Yuma (Mei Kayama) is a 23-year-old woman with cerebral palsy in Tokyo, who dreams of being recognized as a manga artist. But the work that she does gets taken by Sayaka (Minori Hagiwara), a blogger who passes it off as her own and has gained a massive following. When Yuma starts drawing hentai, and gets noticed by a prominent publisher, the suggestion is made that she needs to actually have some sexual experience in order to make her drawings more realistic. So Yuma starts focusing on trying to lose her virginity, but her overprotective mother (Misuzu Kanno) and other accessibility barriers get in the way.
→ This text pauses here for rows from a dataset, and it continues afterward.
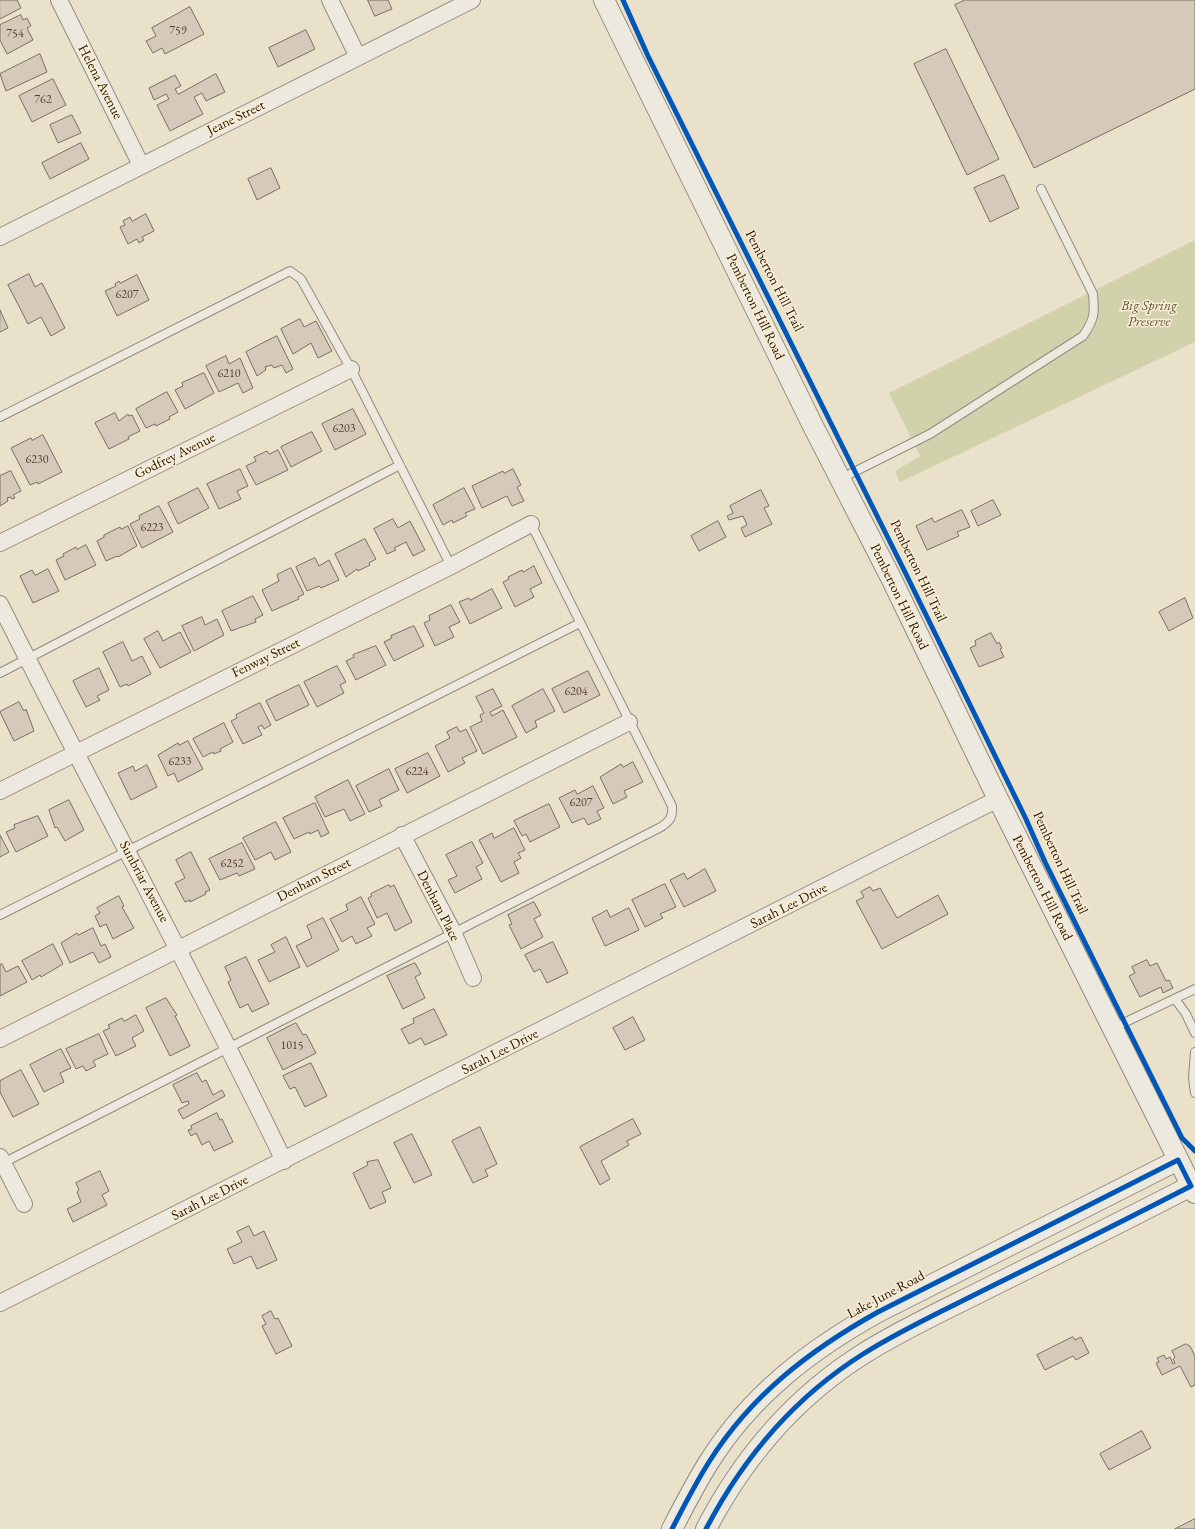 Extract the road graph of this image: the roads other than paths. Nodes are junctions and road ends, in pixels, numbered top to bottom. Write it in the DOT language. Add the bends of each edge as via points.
graph roads {
  1 [pos="58,0"];
  2 [pos="330,0"];
  3 [pos="604,0"];
  4 [pos="469,1"];
  5 [pos="358,57"];
  6 [pos="141,165"];
  7 [pos="1041,189"];
  8 [pos="0,237"];
  9 [pos="351,369"];
  10 [pos="0,417"];
  11 [pos="400,465"];
  12 [pos="840,479"];
  13 [pos="531,524"];
  14 [pos="0,544"];
  15 [pos="451,566"];
  16 [pos="0,604"];
  17 [pos="580,623"];
  18 [pos="27,659"];
  19 [pos="0,673"];
  20 [pos="629,722"];
  21 [pos="74,753"];
  22 [pos="0,791"];
  23 [pos="998,800"];
  24 [pos="402,835"];
  25 [pos="128,851"];
  26 [pos="0,915"];
  27 [pos="453,932"];
  28 [pos="179,949"];
  29 [pos="473,978"];
  30 [pos="1195,989"];
  31 [pos="1175,998"];
  32 [pos="1113,1028"];
  33 [pos="1195,1033"];
  34 [pos="0,1039"];
  35 [pos="230,1048"];
  36 [pos="1195,1052"];
  37 [pos="1195,1093"];
  38 [pos="1,1160"];
  39 [pos="1178,1160"];
  40 [pos="284,1161"];
  41 [pos="1193,1190"];
  42 [pos="24,1204"];
  43 [pos="0,1303"];
  44 [pos="672,1529"];
  45 [pos="706,1529"];
  1 -- 6 [label="street, Helena Avenue"];
  2 -- 5 [label="street"];
  3 -- 12 [label="street, Pemberton Hill Road"];
  4 -- 5 [label="street, Jeane Street"];
  5 -- 6 [label="street, Jeane Street"];
  6 -- 8 [label="street, Jeane Street"];
  7 -- 12 [label="lane" via="1093,294 1093,322 1083,336 930,434"];
  9 -- 10 [label="lane" via="301,279 290,271"];
  9 -- 11 [label="lane"];
  9 -- 14 [label="street, Godfrey Avenue"];
  11 -- 15 [label="lane"];
  11 -- 18 [label="lane"];
  12 -- 23 [label="street, Pemberton Hill Road" via="891,578"];
  13 -- 15 [label="street, Fenway Street"];
  13 -- 17 [label="lane"];
  15 -- 21 [label="street, Fenway Street"];
  16 -- 18 [label="street, Sunbriar Avenue"];
  17 -- 20 [label="lane"];
  17 -- 25 [label="lane"];
  18 -- 19 [label="lane"];
  18 -- 21 [label="street, Sunbriar Avenue"];
  20 -- 24 [label="street, Denham Street"];
  20 -- 27 [label="lane" via="672,806 673,814 670,821"];
  21 -- 22 [label="street, Fenway Street"];
  21 -- 25 [label="street, Sunbriar Avenue"];
  23 -- 32 [label="street, Pemberton Hill Road"];
  23 -- 40 [label="street, Sarah Lee Drive"];
  24 -- 27 [label="street, Denham Place"];
  24 -- 28 [label="street, Denham Street"];
  25 -- 26 [label="lane"];
  25 -- 28 [label="street, Sunbriar Avenue"];
  27 -- 29 [label="street, Denham Place"];
  27 -- 35 [label="lane"];
  28 -- 34 [label="street, Denham Street"];
  28 -- 35 [label="street, Sunbriar Avenue"];
  30 -- 31 [label="lane"];
  31 -- 32 [label="lane"];
  31 -- 33 [label="lane"];
  32 -- 39 [label="street, Pemberton Hill Road"];
  35 -- 38 [label="lane"];
  35 -- 40 [label="street, Sunbriar Avenue"];
  36 -- 37 [label="lane"];
  38 -- 42 [label="street"];
  39 -- 41 [label="street, Pemberton Hill Road"];
  39 -- 44 [label="street, Lake June Road" via="878,1312 837,1335 808,1356 775,1384 732,1430 709,1462"];
  40 -- 43 [label="street, Sarah Lee Drive"];
  41 -- 45 [label="street" via="898,1334 837,1371 808,1394 766,1437 740,1471"];
} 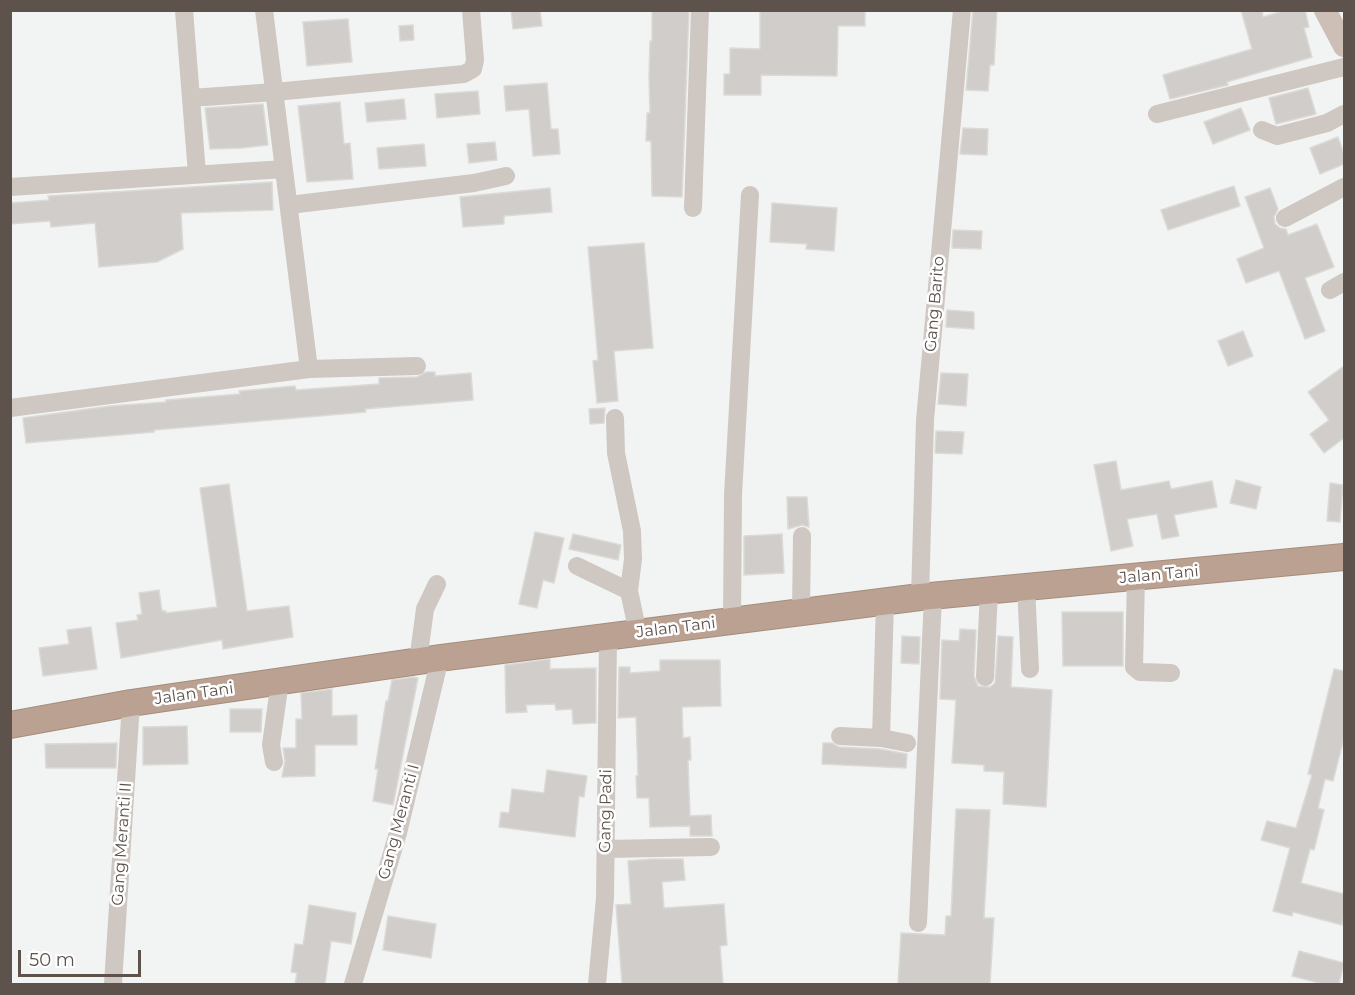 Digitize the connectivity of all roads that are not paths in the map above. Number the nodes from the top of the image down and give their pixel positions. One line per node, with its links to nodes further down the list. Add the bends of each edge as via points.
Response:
1 (184, 10): 10 (street)
2 (264, 10): 9 (street)
3 (471, 10): 9 (street, via 475,60 473,69 464,74)
4 (700, 10): 21 (street)
5 (962, 10): 35 (street, Gang Barito, via 925,420)
6 (1325, 10): 7 (main road)
7 (1342, 36)
8 (1344, 67): 11 (street)
9 (275, 92): 10 (street); 14 (street)
10 (191, 98): 15 (street)
11 (1157, 114)
12 (1344, 114): 13 (street, via 1327,123 1277,136)
13 (1262, 130)
14 (284, 169): 15 (street); 20 (street)
15 (197, 174): 17 (street)
16 (506, 176): 20 (street)
17 (10, 187)
18 (1344, 187): 22 (street)
19 (750, 195): 38 (street, via 734,495)
20 (289, 204): 24 (street)
21 (693, 208)
22 (1285, 218)
23 (417, 366): 24 (street)
24 (309, 369): 25 (street)
25 (10, 408)
26 (615, 418): 34 (street, via 616,453 632,531)
27 (802, 536): 37 (street)
28 (1344, 557): 30 (highway, Jalan Tani)
29 (577, 566): 34 (street)
30 (1136, 577): 32 (highway, Jalan Tani); 43 (street, via 1134,667 1140,672)
31 (437, 584): 41 (street, Gang Meranti I, via 426,609)
32 (1026, 587): 33 (highway, Jalan Tani); 42 (street)
33 (989, 590): 35 (highway, Jalan Tani); 44 (street)
34 (630, 591): 39 (street)
35 (927, 597): 36 (highway, Jalan Tani); 54 (street, Gang Barito)
36 (885, 602): 37 (highway, Jalan Tani); 49 (street)
37 (801, 612): 38 (highway, Jalan Tani)
38 (732, 621): 39 (highway, Jalan Tani)
39 (638, 633): 40 (highway, Jalan Tani)
40 (608, 637): 41 (highway, Jalan Tani); 53 (street, Gang Padi)
41 (429, 659): 45 (highway, Jalan Tani); 56 (street, Gang Meranti I, via 398,833)
42 (1030, 669)
43 (1171, 673)
44 (985, 677)
45 (280, 681): 46 (highway, Jalan Tani); 51 (street, via 271,745)
46 (131, 703): 47 (highway, Jalan Tani); 55 (street, Gang Meranti II)
47 (10, 725)
48 (840, 736): 49 (street)
49 (881, 738): 50 (street)
50 (907, 743)
51 (274, 762)
52 (711, 847): 53 (street)
53 (605, 849): 57 (street, Gang Padi)
54 (918, 923)
55 (112, 984)
56 (353, 984)
57 (597, 984)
The feature directorial debut of Japanese artist Hikari, 37 Seconds is at its best in the first half when focusing on Yuma trying to own her sexuality. The film addresses the challenges that people with physical disabilities can be faced with when pursuing intimacy, doing so in ways that feel both honest and realistic. But the story takes some needlessly melodramatic excursions in its second half, including a trip to Thailand in the last act that strains credibility, making it go on for a good twenty minutes longer than it needs to. Still, 37 Seconds features a solid performance from first time actor Kayama, who was born with cerebral palsy in real life, and the film is commendable for exploring important themes about sexuality and the disability experience, which are all too rarely addressed on screen.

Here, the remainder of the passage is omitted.